Between the previous and next sequence point an object shall have its stored value modified at most once by the evaluation of an expression.

is clear enough. The language doesn't impose an order of evaluation on subexpressions unless there's a sequence point between them, and rather than requiring some unspecified order of evaluation, it says that modifying an object twice produces undefined behavior. This allows aggressive optimization while still making it possible to write code that follows the rules.

The next sentence:

Furthermore, the prior value shall be read only to determine the value to be stored

does seem unintuitive at first (and second) glance; why should the purpose for which a value is read affect whether an expression has defined behavior?

But what it reflects is that if a subexpression B depends on the result of a subexpression A, then A must be evaluated before B can be evaluated. The C90 and C99 standards do not state this explicitly.

A clearer violation of that sentence, given in an example in the footnote, is:

a[i++] = i; /* undefined behavior */

Assuming that a is a declared array object and i is a declared integer object (no pointer or macro trickery), no object is modified more than once, so it doesn't violate the first sentence. But the evaluation of i++ on the LHS determines which object is to be modified, and the evaluation of i on the RHS determines the value to be stored in that object -- and the relative order of the read operation on the RHS and the write operation on the LHS is not defined. Again, the language could have required the subexpressions to be evaluated in some unspecified order, but instead it left the entire behavior undefined, to permit more aggressive optimization.

In your example:

int i = 0, *a = &i;
a[i] = i; /* undefined behavior (I think) */

the previous value of i is read both to determine the value to be stored and to determine which object it's going to be stored in. Since a[i] refers to i (but only because i==0), modifying the value of i would change the object to which the lvalue a[i] refers. It happens in this case that the value stored in i is the same as the value that was already stored there (0), but the standard doesn't make an exception for stores that happen to store the same value. I believe the behavior is undefined. (Of course the example in the standard wasn't intended to cover this case; it implicitly assumes that a is a declared array object unrelated to i.)

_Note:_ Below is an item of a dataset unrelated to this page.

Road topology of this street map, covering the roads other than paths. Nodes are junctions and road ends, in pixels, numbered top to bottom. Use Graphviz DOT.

As for the example that the standard says is allowed:

int a[10], i = 0; /* implicit, not stated in standard */
a[i] = i;

one could interpret the standard to say that it's undefined. But I think that the second sentence, referring to "the prior value", applies only to the value of an object that's modified by the expression. i is never modified by the expression, so there's no conflict. The value of i is used both to determine the object to be modified by the assignment, and the value to be stored there, but that's ok, since the value of i itself never changes. The value of i isn't "the prior value", it's just the value.

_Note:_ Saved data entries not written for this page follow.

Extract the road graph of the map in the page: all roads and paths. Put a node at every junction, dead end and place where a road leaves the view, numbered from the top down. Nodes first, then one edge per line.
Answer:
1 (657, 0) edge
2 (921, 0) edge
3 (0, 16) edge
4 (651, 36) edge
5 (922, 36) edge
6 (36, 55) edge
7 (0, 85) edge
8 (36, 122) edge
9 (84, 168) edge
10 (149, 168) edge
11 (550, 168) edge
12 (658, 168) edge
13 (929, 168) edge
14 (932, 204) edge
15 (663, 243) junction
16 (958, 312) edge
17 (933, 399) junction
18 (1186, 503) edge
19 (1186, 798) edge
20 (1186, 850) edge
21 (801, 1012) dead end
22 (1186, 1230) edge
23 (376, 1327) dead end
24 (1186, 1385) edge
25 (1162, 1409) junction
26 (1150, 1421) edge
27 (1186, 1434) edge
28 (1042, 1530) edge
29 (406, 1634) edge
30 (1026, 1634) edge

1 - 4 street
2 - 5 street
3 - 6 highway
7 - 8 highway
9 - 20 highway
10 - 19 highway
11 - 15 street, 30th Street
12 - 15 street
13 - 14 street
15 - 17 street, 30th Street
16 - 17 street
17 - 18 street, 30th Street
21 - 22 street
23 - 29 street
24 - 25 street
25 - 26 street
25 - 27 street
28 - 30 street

The C11 standard has a new model for this kind of expression evaluation -- or rather, it expresses the same model in different words. Rather than "sequence points", it talks about side effects being sequenced before or after each other, or unsequenced relative to each other. It makes explicit the idea that if a subexpression B depends on the result of a subexpression A, then A must be evaluated before B can be evaluated.

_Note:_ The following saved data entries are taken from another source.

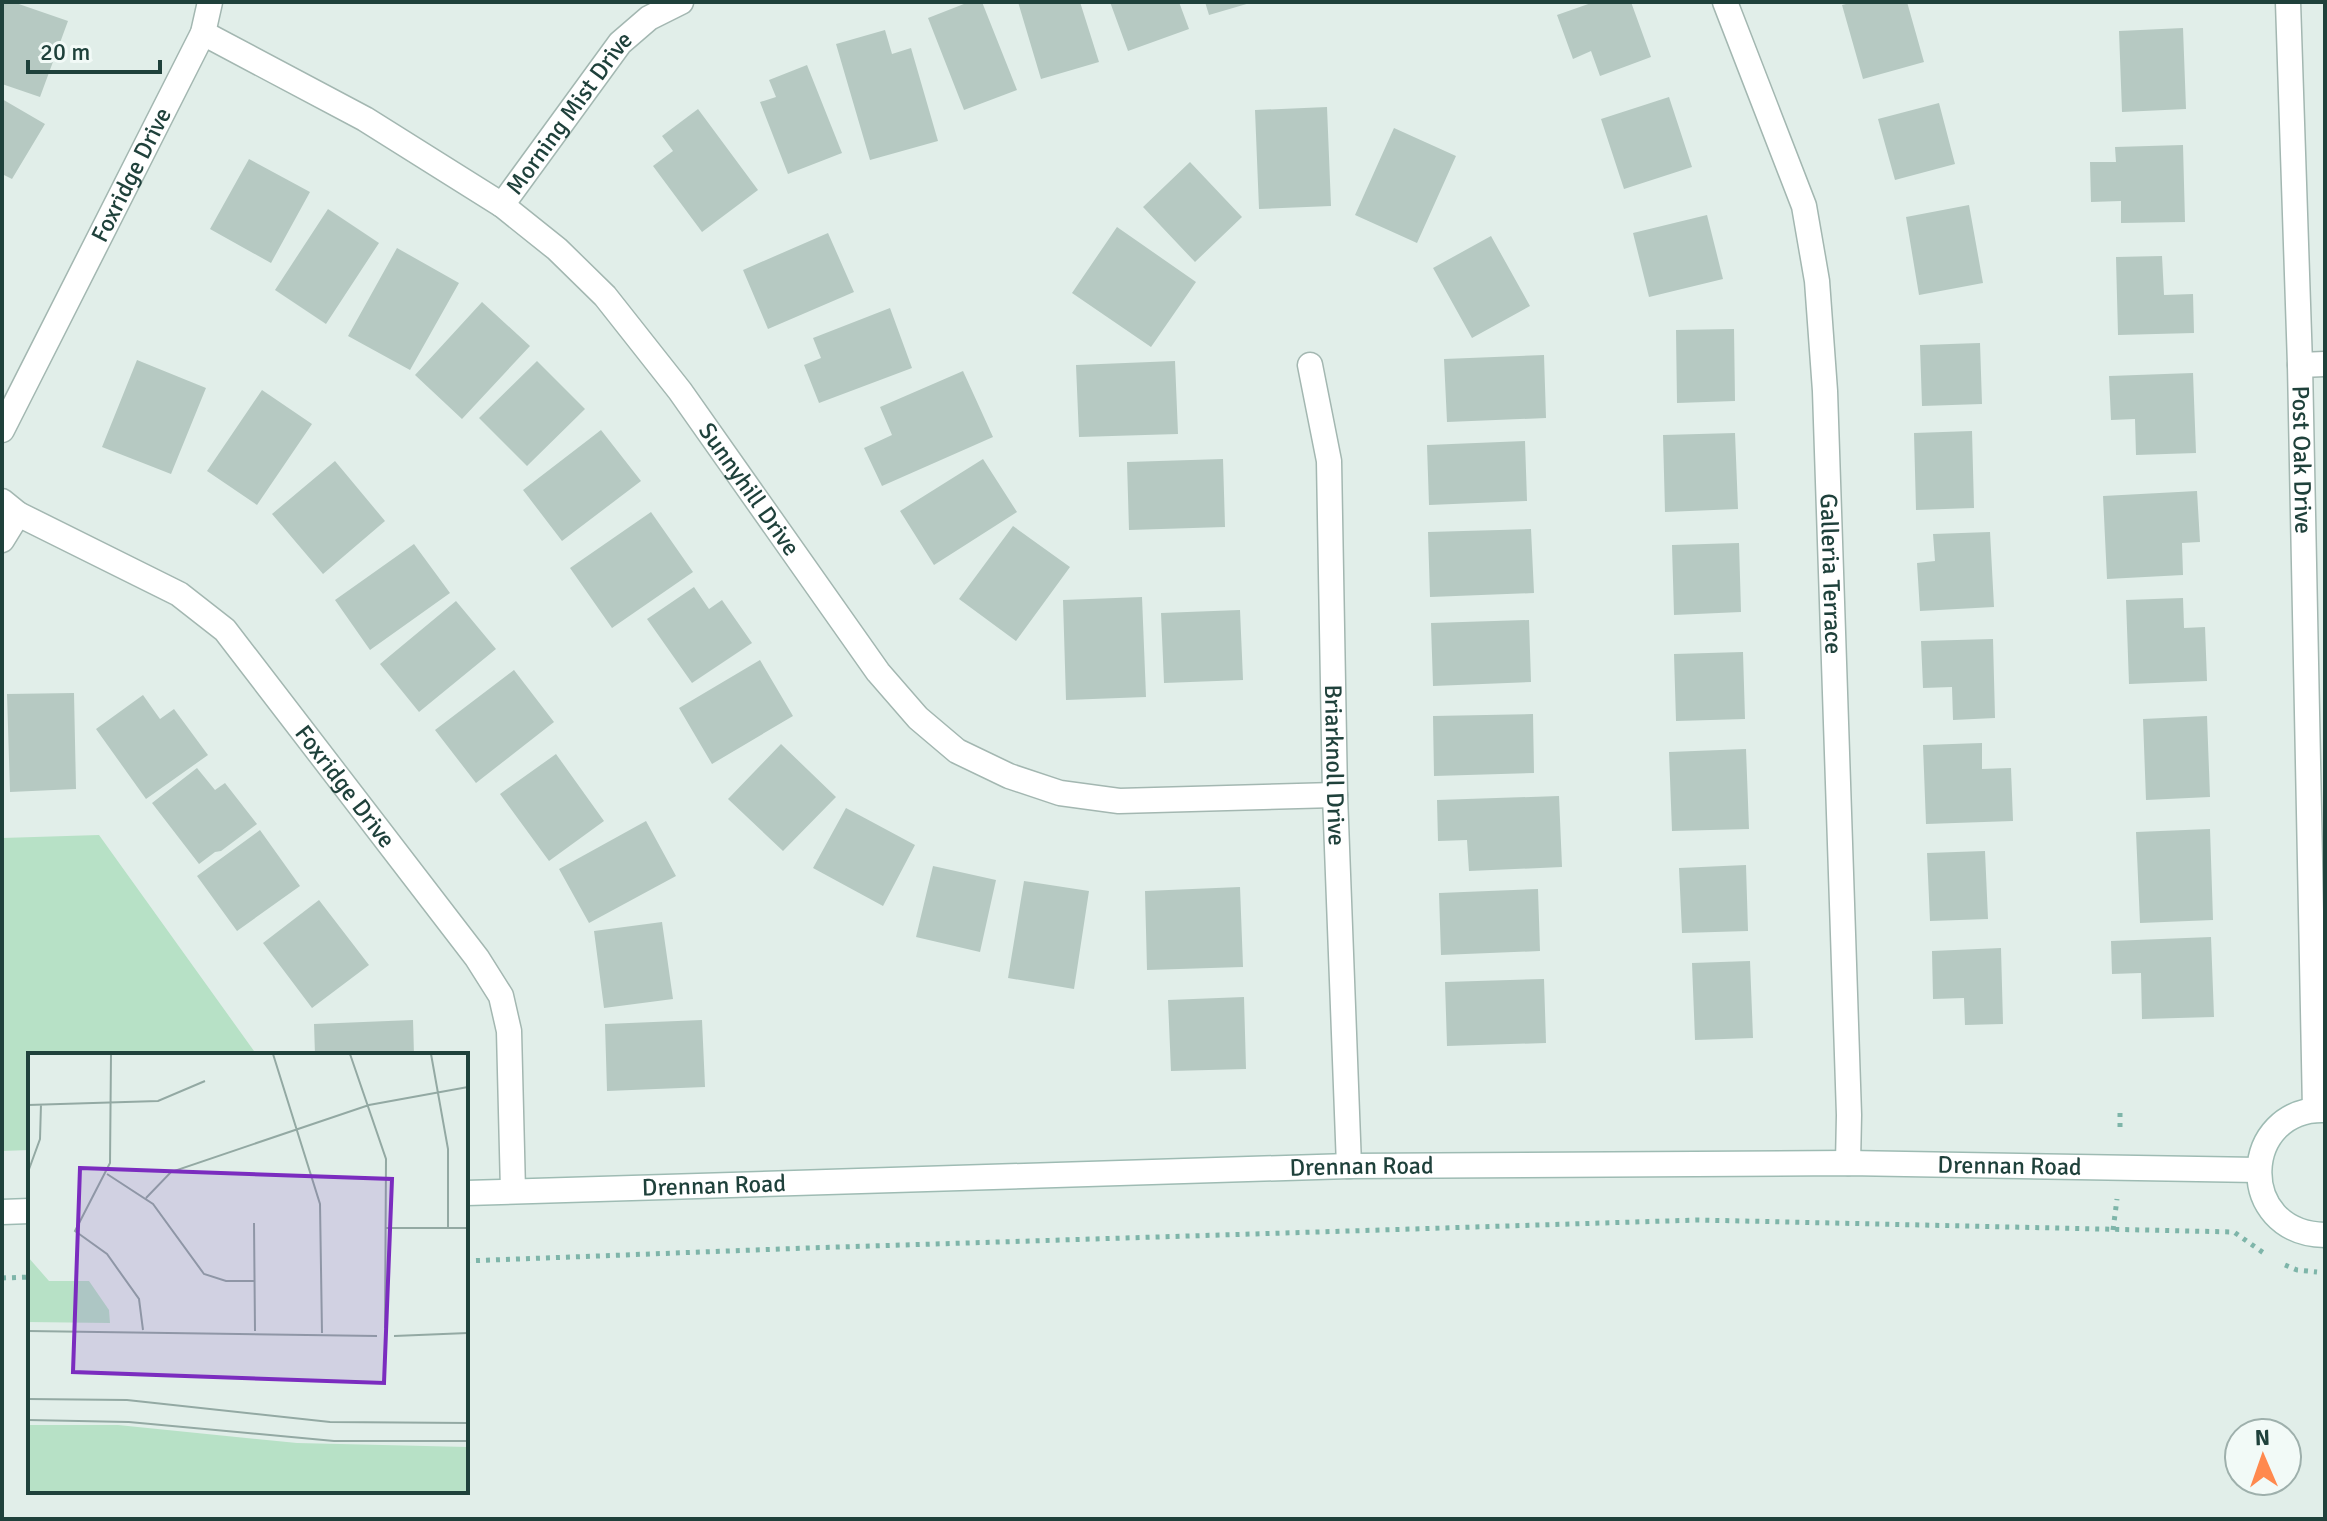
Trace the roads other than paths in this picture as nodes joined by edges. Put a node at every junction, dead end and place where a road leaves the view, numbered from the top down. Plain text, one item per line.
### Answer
1 (210, 2) edge
2 (681, 2) edge
3 (1725, 2) edge
4 (2288, 2) edge
5 (203, 33) junction
6 (502, 205) junction
7 (2325, 364) edge
8 (1310, 365) dead end
9 (2300, 365) junction
10 (2, 430) edge
11 (10, 508) edge
12 (2, 540) edge
13 (1335, 795) junction
14 (2320, 1110) edge
15 (1848, 1163) junction
16 (1349, 1166) junction
17 (2258, 1170) junction
18 (513, 1191) junction
19 (468, 1193) edge
20 (28, 1211) edge
21 (2, 1212) edge
22 (2325, 1235) edge

1 - 5 street, Foxridge Drive
2 - 6 street, Morning Mist Drive
3 - 15 street, Galleria Terrace
4 - 9 street, Post Oak Drive
5 - 6 street, Sunnyhill Drive
5 - 10 street, Foxridge Drive
6 - 13 street, Sunnyhill Drive
7 - 9 street
8 - 13 street, Briarknoll Drive
9 - 14 street, Post Oak Drive
11 - 12 street
11 - 18 street, Foxridge Drive
13 - 16 street, Briarknoll Drive
14 - 17 street
15 - 16 street, Drennan Road
15 - 17 street, Drennan Road
16 - 18 street, Drennan Road
17 - 22 street
18 - 19 street, Drennan Road
20 - 21 street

In the N1570 draft, section 6.5 says:

1 An expression is a sequence of operators and operands that specifies computation of a value, or that designates an object or a function, or that generates side effects, or that performs a combination thereof. The value computations of the operands of an operator are sequenced before the value computation of the result of the operator.

2 If a side effect on a scalar object is unsequenced relative to either a different side effect on the same scalar object or a value computation using the value of the same scalar object, the behavior is undefined. If there are multiple allowable orderings of the subexpressions of an expression, the behavior is undefined if such an unsequenced side effect occurs in any of the orderings.

3 The grouping of operators and operands is indicated by the syntax. Except as specified later, side effects and value computations of subexpressions are unsequenced.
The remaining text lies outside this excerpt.